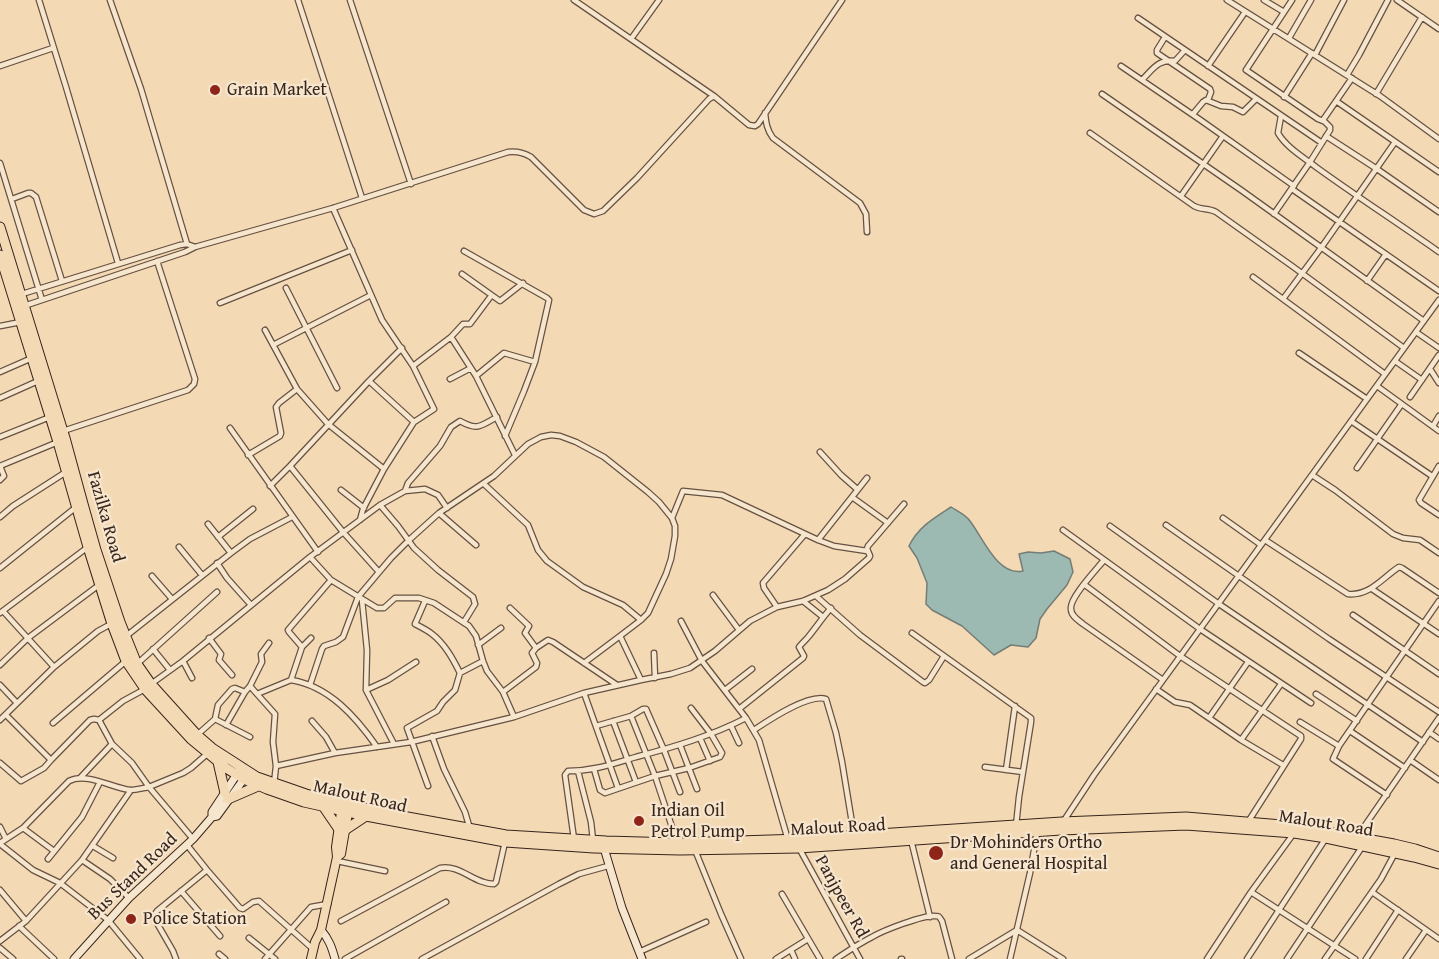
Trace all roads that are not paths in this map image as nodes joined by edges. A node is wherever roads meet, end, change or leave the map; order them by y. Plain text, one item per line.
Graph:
1 (39, 0) edge
2 (110, 0) edge
3 (298, 0) edge
4 (350, 0) edge
5 (574, 0) edge
6 (659, 0) edge
7 (842, 0) edge
8 (1227, 0) edge
9 (1264, 0) edge
10 (1292, 0) edge
11 (1311, 0) edge
12 (1344, 0) edge
13 (1388, 0) edge
14 (1397, 0) edge
15 (1245, 12) junction
16 (1284, 12) junction
17 (1422, 17) junction
18 (1138, 18) dead end
19 (1273, 28) junction
20 (1439, 29) edge
21 (1165, 37) junction
22 (1289, 38) junction
23 (631, 39) junction
24 (53, 48) junction
25 (1185, 50) junction
26 (1313, 54) junction
27 (1167, 60) junction
28 (0, 66) edge
29 (1121, 66) dead end
30 (1208, 66) junction
31 (1349, 76) junction
32 (1142, 80) junction
33 (1102, 94) dead end
34 (1376, 94) junction
35 (714, 96) junction
36 (1284, 97) junction
37 (1256, 99) junction
38 (1208, 100) junction
39 (1336, 101) junction
40 (765, 113) junction
41 (1193, 114) junction
42 (1281, 116) junction
43 (1323, 121) junction
44 (1090, 133) dead end
45 (1223, 136) junction
46 (1326, 136) junction
47 (1439, 139) edge
48 (1395, 142) junction
49 (1322, 143) junction
50 (1310, 162) junction
51 (0, 163) edge
52 (1203, 165) junction
53 (1377, 169) junction
54 (1439, 172) edge
55 (411, 183) junction
56 (1293, 188) junction
57 (1181, 196) junction
58 (1358, 196) junction
59 (362, 198) junction
60 (12, 199) junction
61 (333, 208) junction
62 (1439, 212) edge
63 (1274, 214) junction
64 (1340, 222) junction
65 (0, 227) edge
66 (867, 232) dead end
67 (187, 244) junction
68 (195, 247) junction
69 (1321, 248) junction
70 (352, 250) junction
71 (464, 252) dead end
72 (1439, 252) edge
73 (1386, 254) junction
74 (0, 255) edge
75 (157, 261) junction
76 (118, 263) junction
77 (1302, 273) junction
78 (462, 274) dead end
79 (1253, 277) dead end
80 (62, 281) junction
81 (1367, 281) junction
82 (523, 284) junction
83 (286, 288) dead end
84 (38, 289) junction
85 (1439, 291) edge
86 (371, 295) junction
87 (17, 296) junction
88 (491, 296) junction
89 (1283, 299) junction
90 (42, 300) junction
91 (1439, 300) edge
92 (220, 303) dead end
93 (21, 307) junction
94 (1424, 321) junction
95 (21, 322) junction
96 (0, 326) edge
97 (306, 328) junction
98 (265, 330) dead end
99 (1416, 332) junction
100 (452, 337) junction
101 (273, 345) junction
102 (402, 348) junction
103 (1404, 348) junction
104 (1439, 348) edge
105 (1299, 353) dead end
106 (1439, 355) edge
107 (32, 358) junction
108 (1395, 360) junction
109 (535, 362) junction
110 (413, 366) junction
111 (471, 368) junction
112 (1430, 369) junction
113 (0, 372) edge
114 (1385, 374) junction
115 (476, 376) junction
116 (450, 379) dead end
117 (1422, 380) junction
118 (38, 381) junction
119 (369, 381) junction
120 (1439, 383) edge
121 (1377, 387) junction
122 (297, 388) junction
123 (337, 388) dead end
124 (0, 398) edge
125 (1410, 398) dead end
126 (1367, 399) junction
127 (1401, 405) junction
128 (1439, 416) edge
129 (50, 417) junction
130 (497, 417) junction
131 (1351, 421) junction
132 (414, 422) junction
133 (328, 424) junction
134 (1433, 426) junction
135 (230, 428) dead end
136 (1439, 431) edge
137 (60, 436) junction
138 (505, 436) junction
139 (0, 437) edge
140 (1377, 437) junction
141 (820, 452) dead end
142 (248, 455) junction
143 (515, 455) junction
144 (0, 466) edge
145 (290, 466) junction
146 (1439, 466) edge
147 (1357, 468) dead end
148 (384, 469) junction
149 (66, 472) junction
150 (1312, 475) junction
151 (1432, 476) junction
152 (867, 478) dead end
153 (0, 480) edge
154 (484, 484) junction
155 (270, 486) junction
156 (857, 489) junction
157 (340, 490) dead end
158 (405, 492) junction
159 (852, 497) junction
160 (904, 504) dead end
161 (380, 505) junction
162 (76, 508) junction
163 (364, 508) junction
164 (447, 508) junction
165 (253, 509) dead end
166 (439, 513) junction
167 (1439, 515) edge
168 (0, 517) edge
169 (292, 517) junction
170 (672, 518) junction
171 (1223, 518) dead end
172 (360, 520) junction
173 (888, 523) junction
174 (208, 524) dead end
175 (1166, 525) dead end
176 (1110, 526) dead end
177 (1063, 530) dead end
178 (343, 532) junction
179 (805, 534) junction
180 (218, 537) junction
181 (818, 540) junction
182 (1265, 540) junction
183 (408, 541) junction
184 (476, 545) dead end
185 (1261, 545) junction
186 (87, 547) junction
187 (178, 547) dead end
188 (867, 551) junction
189 (318, 552) junction
190 (231, 553) junction
191 (1439, 553) edge
192 (310, 556) junction
193 (1104, 560) junction
194 (218, 563) junction
195 (0, 568) edge
196 (379, 572) junction
197 (202, 575) junction
198 (152, 576) dead end
199 (1238, 576) junction
200 (331, 580) junction
201 (99, 585) junction
202 (1085, 585) junction
203 (1371, 589) junction
204 (217, 592) dead end
205 (1439, 593) edge
206 (713, 595) dead end
207 (816, 596) junction
208 (360, 598) junction
209 (172, 599) junction
210 (425, 601) junction
211 (803, 601) junction
212 (1439, 601) edge
213 (251, 604) junction
214 (1219, 604) junction
215 (777, 607) junction
216 (510, 608) dead end
217 (831, 608) junction
218 (1, 612) edge
219 (1353, 615) dead end
220 (823, 616) junction
221 (641, 620) junction
222 (681, 621) dead end
223 (464, 622) junction
224 (112, 624) junction
225 (1424, 624) junction
226 (501, 628) dead end
227 (1200, 629) junction
228 (739, 630) junction
229 (912, 633) dead end
230 (1439, 634) edge
231 (620, 636) junction
232 (125, 637) junction
233 (28, 638) junction
234 (209, 638) junction
235 (311, 638) dead end
236 (269, 643) dead end
237 (478, 645) junction
238 (302, 647) junction
239 (536, 648) junction
240 (153, 649) junction
241 (1405, 651) junction
242 (654, 653) dead end
243 (944, 656) junction
244 (1180, 656) junction
245 (126, 661) junction
246 (183, 661) junction
247 (702, 661) junction
248 (416, 662) dead end
249 (483, 662) junction
250 (1248, 662) junction
251 (584, 663) junction
252 (136, 664) junction
253 (0, 665) edge
254 (54, 668) junction
255 (752, 669) dead end
256 (170, 670) junction
257 (460, 673) junction
258 (1439, 674) edge
259 (232, 675) dead end
260 (192, 678) dead end
261 (655, 678) junction
262 (1386, 678) junction
263 (291, 680) junction
264 (640, 680) junction
265 (1163, 680) junction
266 (1281, 684) junction
267 (0, 685) edge
268 (310, 685) junction
269 (617, 685) junction
270 (148, 686) junction
271 (250, 686) junction
272 (1156, 689) junction
273 (1229, 689) junction
274 (366, 690) junction
275 (724, 690) junction
276 (503, 692) junction
277 (245, 693) junction
278 (584, 693) junction
279 (257, 694) junction
280 (1316, 694) dead end
281 (1311, 703) dead end
282 (17, 704) junction
283 (1368, 704) junction
284 (1015, 706) junction
285 (691, 708) dead end
286 (739, 709) junction
287 (1262, 711) junction
288 (1439, 712) edge
289 (6, 715) junction
290 (630, 716) junction
291 (514, 717) junction
292 (215, 718) junction
293 (746, 718) junction
294 (1209, 718) junction
295 (1439, 718) edge
296 (0, 720) edge
297 (99, 720) junction
298 (312, 721) dead end
299 (613, 721) junction
300 (1357, 721) junction
301 (1300, 722) dead end
302 (53, 723) dead end
303 (226, 725) junction
304 (596, 726) junction
305 (731, 726) junction
306 (754, 730) junction
307 (1350, 732) junction
308 (1429, 732) junction
309 (711, 734) junction
310 (197, 735) junction
311 (432, 736) junction
312 (250, 737) dead end
313 (700, 738) junction
314 (1439, 739) edge
315 (1241, 741) junction
316 (411, 742) junction
317 (1423, 742) junction
318 (739, 743) dead end
319 (112, 744) junction
320 (394, 744) junction
321 (680, 745) junction
322 (377, 747) junction
323 (1339, 747) junction
324 (664, 750) junction
325 (335, 753) junction
326 (207, 754) junction
327 (646, 754) junction
328 (51, 760) junction
329 (627, 760) junction
330 (1410, 760) junction
331 (710, 761) junction
332 (218, 762) junction
333 (0, 763) edge
334 (610, 765) junction
335 (1283, 765) junction
336 (276, 766) junction
337 (985, 767) dead end
338 (689, 768) junction
339 (1405, 768) junction
340 (594, 769) junction
341 (1006, 770) junction
342 (578, 771) junction
343 (672, 771) junction
344 (1023, 772) junction
345 (243, 773) junction
346 (655, 776) junction
347 (80, 778) junction
348 (1439, 780) edge
349 (100, 782) junction
350 (636, 782) junction
351 (274, 784) junction
352 (258, 786) junction
353 (428, 786) dead end
354 (150, 787) junction
355 (618, 788) junction
356 (697, 789) dead end
357 (131, 790) junction
358 (680, 792) dead end
359 (1387, 795) junction
360 (226, 796) junction
361 (323, 806) junction
362 (345, 807) junction
363 (366, 816) junction
364 (401, 819) junction
365 (1248, 822) junction
366 (1016, 826) junction
367 (1062, 826) junction
368 (0, 827) edge
369 (23, 828) junction
370 (342, 829) junction
371 (470, 829) junction
372 (1037, 832) junction
373 (1294, 833) junction
374 (854, 836) junction
375 (1357, 837) junction
376 (1326, 838) junction
377 (6, 839) junction
378 (574, 839) junction
379 (593, 840) junction
380 (788, 840) junction
381 (911, 840) junction
382 (190, 842) junction
383 (505, 842) junction
384 (0, 844) edge
385 (93, 846) junction
386 (1363, 846) junction
387 (679, 847) junction
388 (604, 848) junction
389 (799, 848) junction
390 (696, 850) junction
391 (54, 851) junction
392 (1395, 853) junction
393 (1415, 853) junction
394 (1439, 856) edge
395 (113, 858) dead end
396 (48, 859) dead end
397 (337, 859) junction
398 (82, 860) junction
399 (1439, 864) edge
400 (608, 866) junction
401 (207, 870) junction
402 (385, 871) dead end
403 (60, 883) junction
404 (0, 890) edge
405 (182, 891) junction
406 (1251, 892) junction
407 (1372, 892) junction
408 (782, 894) dead end
409 (129, 898) junction
410 (446, 902) dead end
411 (328, 904) junction
412 (1279, 910) junction
413 (1398, 910) junction
414 (930, 917) junction
415 (108, 920) junction
416 (26, 921) junction
417 (341, 921) dead end
418 (706, 922) dead end
419 (19, 926) junction
420 (1308, 928) junction
421 (290, 930) junction
422 (321, 930) junction
423 (1017, 930) junction
424 (1426, 930) junction
425 (220, 936) dead end
426 (249, 938) dead end
427 (808, 939) junction
428 (1439, 939) edge
429 (0, 941) edge
430 (1335, 946) junction
431 (0, 948) edge
432 (854, 948) junction
433 (313, 949) junction
434 (791, 950) junction
435 (219, 954) dead end
436 (640, 956) edge
437 (267, 957) edge
438 (13, 959) edge
439 (54, 959) edge
440 (74, 959) edge
441 (140, 959) edge
442 (176, 959) edge
443 (225, 959) edge
444 (275, 959) edge
445 (311, 959) edge
446 (335, 959) edge
447 (345, 959) edge
448 (422, 959) edge
449 (741, 959) edge
450 (776, 959) edge
451 (795, 959) edge
452 (820, 959) edge
453 (836, 959) edge
454 (860, 959) edge
455 (952, 959) edge
456 (969, 959) edge
457 (1010, 959) edge
458 (1063, 959) edge
459 (1207, 959) edge
460 (1247, 959) edge
461 (1287, 959) edge
462 (1325, 959) edge
463 (1355, 959) edge
464 (1366, 959) edge
465 (1406, 959) edge

1 - 24 street
2 - 67 street
3 - 59 street
4 - 55 street
5 - 23 street
6 - 23 street
7 - 40 street
8 - 15 street
9 - 16 street
10 - 16 street
11 - 22 street
12 - 26 street
13 - 31 street
14 - 17 street
15 - 19 street
15 - 30 street
16 - 19 street
17 - 20 street
17 - 34 street
18 - 21 street
19 - 22 street
19 - 36 street
21 - 25 street
21 - 27 street
22 - 26 street
23 - 35 street
24 - 28 street
24 - 76 street
25 - 27 street
25 - 30 street
26 - 31 street
26 - 36 street
27 - 32 street
27 - 38 street
29 - 32 street
30 - 37 street
31 - 34 street
31 - 39 street
32 - 41 street
33 - 52 street
34 - 47 street
35 - 40 street
35 - 55 street
36 - 43 street
37 - 38 street
37 - 42 street
38 - 41 street
39 - 43 street
39 - 48 street
40 - 66 street
41 - 45 street
42 - 49 street
42 - 50 street
43 - 46 street
44 - 57 street
45 - 52 street
45 - 56 street
46 - 49 street
46 - 53 street
48 - 53 street
48 - 54 street
49 - 50 street
50 - 56 street
50 - 58 street
51 - 60 street
52 - 57 street
52 - 63 street
53 - 58 street
53 - 62 street
55 - 59 street
56 - 63 street
56 - 64 street
57 - 77 street
58 - 64 street
58 - 72 street
59 - 61 street
60 - 80 street
60 - 84 street
61 - 68 street
61 - 70 street
63 - 69 street
64 - 69 street
64 - 73 street
65 - 87 highway, Fazilka Road
67 - 68 street
67 - 76 street
68 - 75 street
69 - 77 street
69 - 81 street
70 - 86 street
70 - 92 street
71 - 82 street
73 - 81 street
73 - 85 street
74 - 87 highway, Fazilka Road
75 - 90 street
75 - 137 street
76 - 80 street
77 - 89 street
77 - 103 street
78 - 88 street
79 - 89 street
80 - 84 street
81 - 94 street
82 - 88 street
82 - 109 street
83 - 97 street
84 - 87 street
84 - 90 street
86 - 97 street
86 - 102 street
87 - 93 highway, Fazilka Road
88 - 100 street
89 - 114 street
90 - 93 street
91 - 94 street
93 - 95 highway, Fazilka Road
93 - 137 highway, Fazilka Road
94 - 99 street
95 - 96 street
95 - 107 highway, Fazilka Road
97 - 101 street
97 - 123 street
98 - 101 street
99 - 103 street
99 - 104 street
100 - 110 street
100 - 111 street
101 - 122 street
102 - 110 street
102 - 119 street
103 - 108 street
105 - 126 street
106 - 112 street
107 - 113 street
107 - 118 highway, Fazilka Road
108 - 114 street
108 - 117 street
109 - 115 street
109 - 138 street
110 - 132 street
111 - 115 street
111 - 116 street
112 - 117 street
112 - 120 street
114 - 121 street
115 - 130 street
117 - 125 street
118 - 124 street
118 - 129 highway, Fazilka Road
119 - 132 street
119 - 133 street
121 - 126 street
121 - 127 street
122 - 133 street
122 - 142 street
126 - 131 street
127 - 134 street
127 - 140 street
128 - 134 street
129 - 137 highway, Fazilka Road
129 - 139 street
130 - 138 street
130 - 158 street
131 - 140 street
131 - 150 street
132 - 148 street
133 - 145 street
133 - 148 street
134 - 136 street
135 - 142 street
137 - 144 street
137 - 149 highway, Fazilka Road
137 - 232 highway, Fazilka Road
138 - 143 street
140 - 147 street
140 - 151 street
141 - 156 street
142 - 155 street
143 - 154 street
143 - 170 street
144 - 153 street
145 - 155 street
145 - 178 street
146 - 151 street
148 - 163 street
149 - 162 highway, Fazilka Road
149 - 168 street
150 - 182 street
150 - 191 street
151 - 167 street
152 - 156 street
154 - 164 street
154 - 221 street
155 - 169 street
156 - 159 street
157 - 163 street
158 - 161 street
158 - 164 street
159 - 173 street
159 - 181 street
160 - 173 street
161 - 172 street
161 - 183 street
162 - 186 highway, Fazilka Road
162 - 195 street
163 - 172 street
164 - 166 street
165 - 180 street
166 - 183 street
166 - 184 street
169 - 189 street
169 - 190 street
170 - 179 street
170 - 221 street
171 - 185 street
172 - 178 street
173 - 188 street
174 - 180 street
175 - 199 street
176 - 214 street
177 - 193 street
178 - 189 street
178 - 196 street
179 - 181 street
179 - 215 street
180 - 190 street
181 - 188 street
182 - 185 street
182 - 203 street
183 - 196 street
183 - 223 street
185 - 199 street
186 - 201 highway, Fazilka Road
186 - 218 street
187 - 197 street
188 - 207 street
189 - 192 street
190 - 194 street
192 - 200 street
192 - 213 street
193 - 202 street
193 - 227 street
194 - 197 street
194 - 213 street
196 - 208 street
197 - 209 street
198 - 209 street
199 - 214 street
199 - 262 street
200 - 208 street
200 - 238 street
201 - 224 highway, Fazilka Road
201 - 233 street
202 - 244 street
202 - 265 street
203 - 205 street
203 - 225 street
204 - 240 street
206 - 228 street
207 - 211 street
207 - 217 street
208 - 210 street
208 - 268 street
208 - 274 street
209 - 232 street
210 - 223 street
210 - 257 street
211 - 215 street
211 - 220 street
212 - 225 street
213 - 234 street
214 - 227 street
214 - 283 street
215 - 228 street
216 - 239 street
217 - 220 street
217 - 243 street
218 - 233 street
219 - 241 street
220 - 286 street
221 - 231 street
222 - 247 street
223 - 237 street
224 - 245 highway, Fazilka Road
224 - 254 street
225 - 230 street
225 - 241 street
226 - 237 street
227 - 244 street
227 - 250 street
228 - 247 street
229 - 243 street
231 - 251 street
231 - 264 street
232 - 252 highway, Fazilka Road
233 - 253 street
233 - 254 street
234 - 246 street
234 - 259 street
235 - 238 street
236 - 271 street
237 - 249 street
238 - 263 street
239 - 251 street
239 - 276 street
240 - 252 street
240 - 256 street
241 - 258 street
241 - 262 street
242 - 261 street
243 - 284 street
244 - 265 street
244 - 273 street
245 - 270 highway, Fazilka Road
245 - 302 street
246 - 256 street
246 - 260 street
247 - 261 street
247 - 275 street
248 - 274 street
249 - 257 street
249 - 276 street
250 - 266 street
250 - 273 street
251 - 269 street
252 - 270 highway, Fazilka Road
254 - 282 street
255 - 275 street
256 - 270 street
257 - 316 street
261 - 264 street
262 - 283 street
262 - 288 street
263 - 268 street
263 - 279 street
264 - 269 street
265 - 272 street
266 - 281 street
266 - 287 street
267 - 282 street
268 - 322 street
269 - 278 street
270 - 297 street
270 - 310 highway, Fazilka Road
270 - 326 highway, Fazilka Road
271 - 277 street
271 - 279 street
272 - 294 street
272 - 367 street
273 - 287 street
273 - 294 street
274 - 320 street
275 - 286 street
276 - 291 street
277 - 292 street
277 - 303 street
278 - 291 street
278 - 304 street
279 - 336 street
280 - 300 street
282 - 289 street
283 - 300 street
283 - 317 street
284 - 341 street
284 - 344 street
285 - 309 street
286 - 293 street
287 - 315 street
287 - 335 street
289 - 296 street
289 - 328 street
290 - 299 street
290 - 324 street
290 - 327 street
291 - 311 street
292 - 303 street
292 - 310 street
293 - 305 street
293 - 306 street
294 - 315 street
295 - 308 street
297 - 319 street
297 - 328 street
298 - 325 street
299 - 304 street
299 - 329 street
300 - 307 street
301 - 323 street
303 - 312 street
304 - 334 street
305 - 309 street
305 - 318 street
306 - 374 street
306 - 380 street
307 - 323 street
307 - 339 street
308 - 314 street
308 - 317 street
309 - 313 street
309 - 331 street
310 - 345 highway, Fazilka Road
311 - 316 street
311 - 371 street
313 - 321 street
313 - 331 street
315 - 335 street
316 - 320 street
316 - 353 street
317 - 330 street
319 - 347 street
319 - 354 street
320 - 322 street
321 - 324 street
321 - 338 street
322 - 325 street
323 - 359 street
324 - 327 street
324 - 343 street
325 - 336 street
326 - 332 highway, Fazilka Road
326 - 354 street
327 - 329 street
327 - 346 street
328 - 333 street
329 - 334 street
329 - 350 street
330 - 339 street
330 - 348 street
331 - 338 street
332 - 345 highway, Fazilka Road
332 - 360 highway
334 - 340 street
334 - 355 street
335 - 365 street
336 - 351 street
337 - 341 street
338 - 343 street
338 - 356 street
339 - 359 street
340 - 342 street
340 - 355 street
341 - 344 street
342 - 378 street
342 - 379 street
343 - 346 street
343 - 358 street
344 - 366 street
345 - 351 highway, Malout Road
345 - 352 highway, Malout Road
345 - 360 main road, Bus Stand Road
346 - 350 street
346 - 387 street
347 - 349 street
347 - 369 street
349 - 357 street
349 - 391 street
350 - 355 street
351 - 362 highway, Malout Road
352 - 360 highway
352 - 361 highway, Malout Road
354 - 357 street
354 - 382 street
357 - 385 street
359 - 375 street
360 - 382 main road, Bus Stand Road
361 - 362 highway, Malout Road
361 - 370 highway
362 - 363 highway, Malout Road
362 - 364 highway, Malout Road
362 - 370 main road
363 - 364 highway, Malout Road
363 - 370 highway
364 - 371 highway, Malout Road
364 - 383 highway, Malout Road
365 - 367 highway, Malout Road
365 - 375 highway, Malout Road
366 - 367 highway, Malout Road
366 - 374 highway, Malout Road
367 - 372 highway, Malout Road
367 - 373 highway, Malout Road
368 - 377 street
369 - 377 street
369 - 391 street
370 - 397 main road
371 - 378 highway, Malout Road
372 - 381 highway, Malout Road
372 - 423 street
373 - 376 highway, Malout Road
373 - 406 street
374 - 380 highway, Malout Road
375 - 393 highway, Malout Road
376 - 386 highway, Malout Road
376 - 412 street
377 - 384 street
378 - 379 highway, Malout Road
379 - 387 highway, Malout Road
380 - 387 highway, Malout Road
381 - 389 highway, Malout Road
381 - 414 street
382 - 401 street
382 - 409 main road, Bus Stand Road
383 - 388 highway, Malout Road
383 - 417 street
384 - 403 street
385 - 395 street
385 - 398 street
386 - 392 highway, Malout Road
386 - 420 street
387 - 388 highway, Malout Road
387 - 390 highway, Malout Road
388 - 400 main road
389 - 390 highway, Malout Road
389 - 432 street, Panjpeer Rd
390 - 449 street
391 - 396 street
392 - 393 highway, Malout Road
392 - 407 street
393 - 394 highway, Malout Road
393 - 399 highway, Malout Road
397 - 402 street
397 - 411 main road
398 - 403 street
398 - 409 street
400 - 436 main road
400 - 448 street
401 - 405 street
401 - 421 street
403 - 415 street
403 - 416 street
404 - 416 street
405 - 425 street
405 - 442 street
406 - 412 street
406 - 459 street
407 - 413 street
407 - 430 street
408 - 427 street
409 - 415 main road, Bus Stand Road
410 - 447 street
411 - 421 street
411 - 422 main road
412 - 420 street
412 - 460 street
413 - 424 street
413 - 464 street
414 - 432 street
414 - 455 street
415 - 440 main road, Bus Stand Road
415 - 441 street
416 - 419 street
418 - 436 street
419 - 429 street
419 - 439 street
420 - 430 street
420 - 461 street
421 - 433 street
421 - 437 street
422 - 433 main road
422 - 446 main road
423 - 456 street
423 - 457 street
423 - 458 street
424 - 428 street
424 - 465 street
426 - 437 street
427 - 434 street
427 - 452 street
430 - 462 street
430 - 463 street
431 - 438 street
432 - 453 street
432 - 454 street, Panjpeer Rd
433 - 445 main road
434 - 450 street
434 - 451 street
435 - 443 street
437 - 444 street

§ §

# Task details
From the material above, copy each line that includes the word "Panjpeer".

# Task solution
389 - 432 street, Panjpeer Rd
432 - 454 street, Panjpeer Rd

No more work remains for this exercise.